PeopleVol.7

1300年の伝統を未来へとつなげる染色家

People Vol.7 古代天然染色工房 金井工芸 金井 志人さん

鹿児島と沖縄の間に位置し、手つかずの大自然が残る離島、奄美大島。島が誇る伝統工芸である大島紬は1300年以上の歴史を持ち、その染色技法である「泥染め」は奄美大島だけで行われている天然の染色方法です。染色を生業とする家に生まれ、その伝統を受け継ぎながら、新しい挑戦も続ける染色家、金井志人さんにお話をうかがいました。

People

金井 志人(カナイ ユキヒト)
染色家。1979年奄美大島生まれ。奄美大島紬の泥染めを担う金井工芸の後継者。泥染めをはじめとする伝統的な天然染色に携わりながら、ファッションブランドとのコラボレーションや、布以外の素材の染色など、新しいジャンルの開拓も積極的に展開している。伝統的な技法を新しい目線で取り入れる姿勢が、多くのアーティストからも支持されている。

染めと音楽は似ている

アマミブルーと呼ばれる美しい海と、照葉樹の原生林が残る、豊かな多様性と希少性に満ちた奄美大島。大島紬の起源は定かではないそうですが、古くから織物が作られ、奄美に自生するテーチ木(車輪梅)やその他の草木による染色が行われていたようです。奈良東大寺や正倉院の献物帳にも記録が残されているほど古い起源がある本場奄美大島紬は分担業で製織され、糸、絣染めを行う工程を担うのが金井工芸です。

●金井さんは伝統的な大島紬の染色以外にも、ユニクロなどのファッションブランドとのコラボレーションや作家活動もされていますね。伝統工芸以外の仕事も始められたきっかけを教えてください。

わたしは進学で上京してしばらく東京にいたのですが、奄美に戻った時には大島紬の産業自体が衰退していく最中でした。染めの仕事も減ってきているタイミングで戻ったので、もし染色の仕事をやるのだったら自分で仕事をつくらなきゃいけない、というのがあって大島紬以外の仕事も始めました。

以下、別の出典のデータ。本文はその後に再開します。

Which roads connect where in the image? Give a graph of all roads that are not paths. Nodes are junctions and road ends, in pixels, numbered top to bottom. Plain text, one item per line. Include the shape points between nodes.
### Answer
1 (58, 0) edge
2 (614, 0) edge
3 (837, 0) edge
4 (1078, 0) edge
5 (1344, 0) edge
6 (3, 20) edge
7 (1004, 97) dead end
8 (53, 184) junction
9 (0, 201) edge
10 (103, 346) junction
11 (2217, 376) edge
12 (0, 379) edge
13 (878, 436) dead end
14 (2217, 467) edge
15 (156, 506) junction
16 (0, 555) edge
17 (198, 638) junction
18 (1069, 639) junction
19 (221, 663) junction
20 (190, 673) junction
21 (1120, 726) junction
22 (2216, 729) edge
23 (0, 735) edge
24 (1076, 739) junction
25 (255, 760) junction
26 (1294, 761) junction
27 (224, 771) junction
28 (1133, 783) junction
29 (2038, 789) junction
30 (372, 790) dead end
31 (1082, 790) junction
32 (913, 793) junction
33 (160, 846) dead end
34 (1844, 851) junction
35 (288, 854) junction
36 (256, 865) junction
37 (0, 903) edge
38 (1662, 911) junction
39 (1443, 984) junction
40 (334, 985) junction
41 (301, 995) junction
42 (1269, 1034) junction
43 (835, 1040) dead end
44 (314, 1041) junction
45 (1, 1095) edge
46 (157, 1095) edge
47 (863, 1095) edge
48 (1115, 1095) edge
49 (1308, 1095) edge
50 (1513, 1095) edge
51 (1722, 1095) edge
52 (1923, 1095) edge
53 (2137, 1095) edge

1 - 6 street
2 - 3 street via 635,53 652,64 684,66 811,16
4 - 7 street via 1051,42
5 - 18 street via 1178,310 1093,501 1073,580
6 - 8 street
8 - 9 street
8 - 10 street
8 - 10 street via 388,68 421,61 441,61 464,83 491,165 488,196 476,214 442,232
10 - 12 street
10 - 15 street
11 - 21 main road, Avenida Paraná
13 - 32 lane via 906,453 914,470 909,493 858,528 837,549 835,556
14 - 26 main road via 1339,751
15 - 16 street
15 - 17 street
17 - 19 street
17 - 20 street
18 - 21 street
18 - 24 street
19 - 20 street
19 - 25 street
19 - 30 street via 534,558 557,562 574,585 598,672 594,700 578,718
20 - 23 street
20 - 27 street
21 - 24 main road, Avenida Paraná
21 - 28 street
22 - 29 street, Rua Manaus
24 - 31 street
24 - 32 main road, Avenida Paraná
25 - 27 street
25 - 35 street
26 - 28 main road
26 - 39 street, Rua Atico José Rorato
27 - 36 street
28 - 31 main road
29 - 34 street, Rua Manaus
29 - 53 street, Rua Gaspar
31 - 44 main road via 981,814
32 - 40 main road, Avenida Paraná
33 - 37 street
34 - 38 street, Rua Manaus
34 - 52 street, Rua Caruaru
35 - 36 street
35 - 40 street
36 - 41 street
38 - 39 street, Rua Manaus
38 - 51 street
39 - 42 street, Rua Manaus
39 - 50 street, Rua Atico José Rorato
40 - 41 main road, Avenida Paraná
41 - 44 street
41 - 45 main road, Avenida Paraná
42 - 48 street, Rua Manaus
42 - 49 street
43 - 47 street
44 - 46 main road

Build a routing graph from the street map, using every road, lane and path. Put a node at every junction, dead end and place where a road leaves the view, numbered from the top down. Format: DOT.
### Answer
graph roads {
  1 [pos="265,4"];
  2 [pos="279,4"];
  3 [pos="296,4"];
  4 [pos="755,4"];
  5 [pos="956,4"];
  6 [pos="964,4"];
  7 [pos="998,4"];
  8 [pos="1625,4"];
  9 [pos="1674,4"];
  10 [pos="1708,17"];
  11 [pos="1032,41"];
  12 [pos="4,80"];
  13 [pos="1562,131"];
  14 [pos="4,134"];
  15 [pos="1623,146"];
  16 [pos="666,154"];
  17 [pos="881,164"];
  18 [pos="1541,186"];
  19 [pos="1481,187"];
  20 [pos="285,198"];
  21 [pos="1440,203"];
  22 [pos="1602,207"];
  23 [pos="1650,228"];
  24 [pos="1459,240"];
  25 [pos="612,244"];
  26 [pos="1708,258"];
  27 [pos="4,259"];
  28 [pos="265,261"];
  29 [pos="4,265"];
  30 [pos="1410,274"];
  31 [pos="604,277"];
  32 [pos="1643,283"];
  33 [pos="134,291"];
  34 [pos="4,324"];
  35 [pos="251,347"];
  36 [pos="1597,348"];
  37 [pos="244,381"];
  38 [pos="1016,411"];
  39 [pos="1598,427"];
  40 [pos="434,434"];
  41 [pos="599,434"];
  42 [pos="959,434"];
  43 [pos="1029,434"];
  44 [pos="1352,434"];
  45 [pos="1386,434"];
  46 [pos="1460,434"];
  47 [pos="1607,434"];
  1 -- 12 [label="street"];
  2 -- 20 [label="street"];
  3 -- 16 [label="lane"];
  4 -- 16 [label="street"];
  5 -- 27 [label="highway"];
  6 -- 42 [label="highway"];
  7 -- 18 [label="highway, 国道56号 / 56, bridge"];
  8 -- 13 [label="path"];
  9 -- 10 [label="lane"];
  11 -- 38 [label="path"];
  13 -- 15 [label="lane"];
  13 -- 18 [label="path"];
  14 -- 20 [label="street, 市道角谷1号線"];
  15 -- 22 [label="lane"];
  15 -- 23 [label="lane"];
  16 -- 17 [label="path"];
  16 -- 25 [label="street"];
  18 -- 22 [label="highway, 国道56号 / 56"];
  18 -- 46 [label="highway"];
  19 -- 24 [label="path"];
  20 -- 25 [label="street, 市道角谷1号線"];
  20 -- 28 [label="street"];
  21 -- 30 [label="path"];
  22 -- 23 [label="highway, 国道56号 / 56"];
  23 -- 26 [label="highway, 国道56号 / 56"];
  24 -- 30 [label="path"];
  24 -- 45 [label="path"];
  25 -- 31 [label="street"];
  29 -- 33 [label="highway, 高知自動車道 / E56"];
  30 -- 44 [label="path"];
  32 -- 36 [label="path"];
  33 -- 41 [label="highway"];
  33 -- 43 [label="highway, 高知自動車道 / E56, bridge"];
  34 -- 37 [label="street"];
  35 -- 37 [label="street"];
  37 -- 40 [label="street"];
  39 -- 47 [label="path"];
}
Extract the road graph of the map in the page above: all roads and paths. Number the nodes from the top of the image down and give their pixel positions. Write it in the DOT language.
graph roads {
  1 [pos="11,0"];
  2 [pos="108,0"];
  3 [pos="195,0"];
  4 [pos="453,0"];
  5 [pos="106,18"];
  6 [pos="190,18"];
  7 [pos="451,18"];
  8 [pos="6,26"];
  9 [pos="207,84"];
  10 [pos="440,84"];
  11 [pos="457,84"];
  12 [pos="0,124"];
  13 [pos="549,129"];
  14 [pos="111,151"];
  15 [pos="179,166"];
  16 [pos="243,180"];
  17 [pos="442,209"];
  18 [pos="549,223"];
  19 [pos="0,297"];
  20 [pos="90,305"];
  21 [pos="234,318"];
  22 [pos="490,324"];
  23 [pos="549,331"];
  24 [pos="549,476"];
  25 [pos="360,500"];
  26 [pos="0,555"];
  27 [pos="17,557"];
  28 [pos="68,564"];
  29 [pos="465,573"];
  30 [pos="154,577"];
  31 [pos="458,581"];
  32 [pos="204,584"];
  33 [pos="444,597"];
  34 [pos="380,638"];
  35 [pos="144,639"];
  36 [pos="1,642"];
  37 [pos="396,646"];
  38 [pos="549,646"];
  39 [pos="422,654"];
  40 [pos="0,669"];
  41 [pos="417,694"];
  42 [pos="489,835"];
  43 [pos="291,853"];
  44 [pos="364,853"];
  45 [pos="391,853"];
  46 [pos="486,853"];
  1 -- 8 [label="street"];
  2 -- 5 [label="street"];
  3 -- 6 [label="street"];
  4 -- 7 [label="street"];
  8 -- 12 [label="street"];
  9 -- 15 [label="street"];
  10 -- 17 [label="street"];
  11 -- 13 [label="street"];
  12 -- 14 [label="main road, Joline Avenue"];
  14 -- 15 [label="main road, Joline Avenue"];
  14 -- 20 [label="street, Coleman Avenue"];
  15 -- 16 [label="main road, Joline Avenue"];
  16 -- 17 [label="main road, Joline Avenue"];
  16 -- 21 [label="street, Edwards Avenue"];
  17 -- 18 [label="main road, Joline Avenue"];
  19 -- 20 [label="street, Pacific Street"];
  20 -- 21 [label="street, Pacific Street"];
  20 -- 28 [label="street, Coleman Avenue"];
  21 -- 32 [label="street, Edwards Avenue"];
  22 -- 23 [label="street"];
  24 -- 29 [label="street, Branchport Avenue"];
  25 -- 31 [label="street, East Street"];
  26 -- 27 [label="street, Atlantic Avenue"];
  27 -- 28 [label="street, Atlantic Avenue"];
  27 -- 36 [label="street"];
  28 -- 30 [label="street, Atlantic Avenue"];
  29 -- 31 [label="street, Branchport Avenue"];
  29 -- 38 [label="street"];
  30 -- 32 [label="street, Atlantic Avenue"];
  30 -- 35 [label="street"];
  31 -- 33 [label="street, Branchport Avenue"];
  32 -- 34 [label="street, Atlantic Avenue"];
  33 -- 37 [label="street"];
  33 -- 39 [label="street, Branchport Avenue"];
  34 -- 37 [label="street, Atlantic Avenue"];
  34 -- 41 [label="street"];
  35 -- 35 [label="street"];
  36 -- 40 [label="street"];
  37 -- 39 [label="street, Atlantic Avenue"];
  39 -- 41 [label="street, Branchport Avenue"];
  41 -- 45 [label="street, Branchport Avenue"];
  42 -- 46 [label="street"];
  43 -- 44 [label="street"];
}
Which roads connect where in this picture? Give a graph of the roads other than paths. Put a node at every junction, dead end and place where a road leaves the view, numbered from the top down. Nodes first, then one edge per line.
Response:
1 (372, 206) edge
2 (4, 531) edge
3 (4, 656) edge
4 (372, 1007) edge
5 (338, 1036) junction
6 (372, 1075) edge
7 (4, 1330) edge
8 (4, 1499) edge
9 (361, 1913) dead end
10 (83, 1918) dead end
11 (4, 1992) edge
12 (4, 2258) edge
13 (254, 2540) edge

●家業を継ぐために帰郷されたのではなかったのですか?

戻った時は染色をやる気は毛頭なくて、それでも、自分を育ててくれたものがなくなるというのはちょっと寂しいので、少しかじれたらな、くらいの気持ちでやってみたら、「染め面白いじゃん」と。わたしが当時専攻していたのは音楽や音響だったので、染色とは全く接点がないだろうと思っていたのですが、やってみたら自分の中で共通点を発見しました。

●音楽と染色の共通点とはどんな部分ですか?

奄美大島出身の元ちとせさんは、もともと島唄をやっていたのですが、それをポップスに昇華させました。伝統的な音楽である奄美島唄をポップスに昇華できるのだから、大島紬でもできるのではないかと思ったのです。

音を作るのと色を作るのは似ていると思います。奄美にしか存在しない「島の音」があるように、「奄美にしかない色」、「ここでしか存在し得ない色」があります。音を集めて奏でたり、色を重ねて織物にしたりと、音も色も、集めて重ねていくことで、それが音楽という形になったり、布という形になったりします。

作業的にも、泥染めは天然染色なので、絵具を買って色を作るのではなく、山に入って材料となる草木を採取する、つまり色を採取してくる感覚です。音楽だとフィールドレコーディングは、音を「録りに行く」というじゃないですか。わたしの中では、もともとやっていた音楽との共通点を発見したところから染色が始まっています。

●なるほど、色と音が持つ重なりの共通性というのは、とても面白いですね。

色作りは重なりで表現するのですが、今までは大島紬のための色作りなので、最終的に黒を作ります。その考えを置くと色で結構いろいろできるかも、ということを、染色をやり始めた頃から考えていました。そんな時に、異業種であるアパレル業界からお声がかかりました。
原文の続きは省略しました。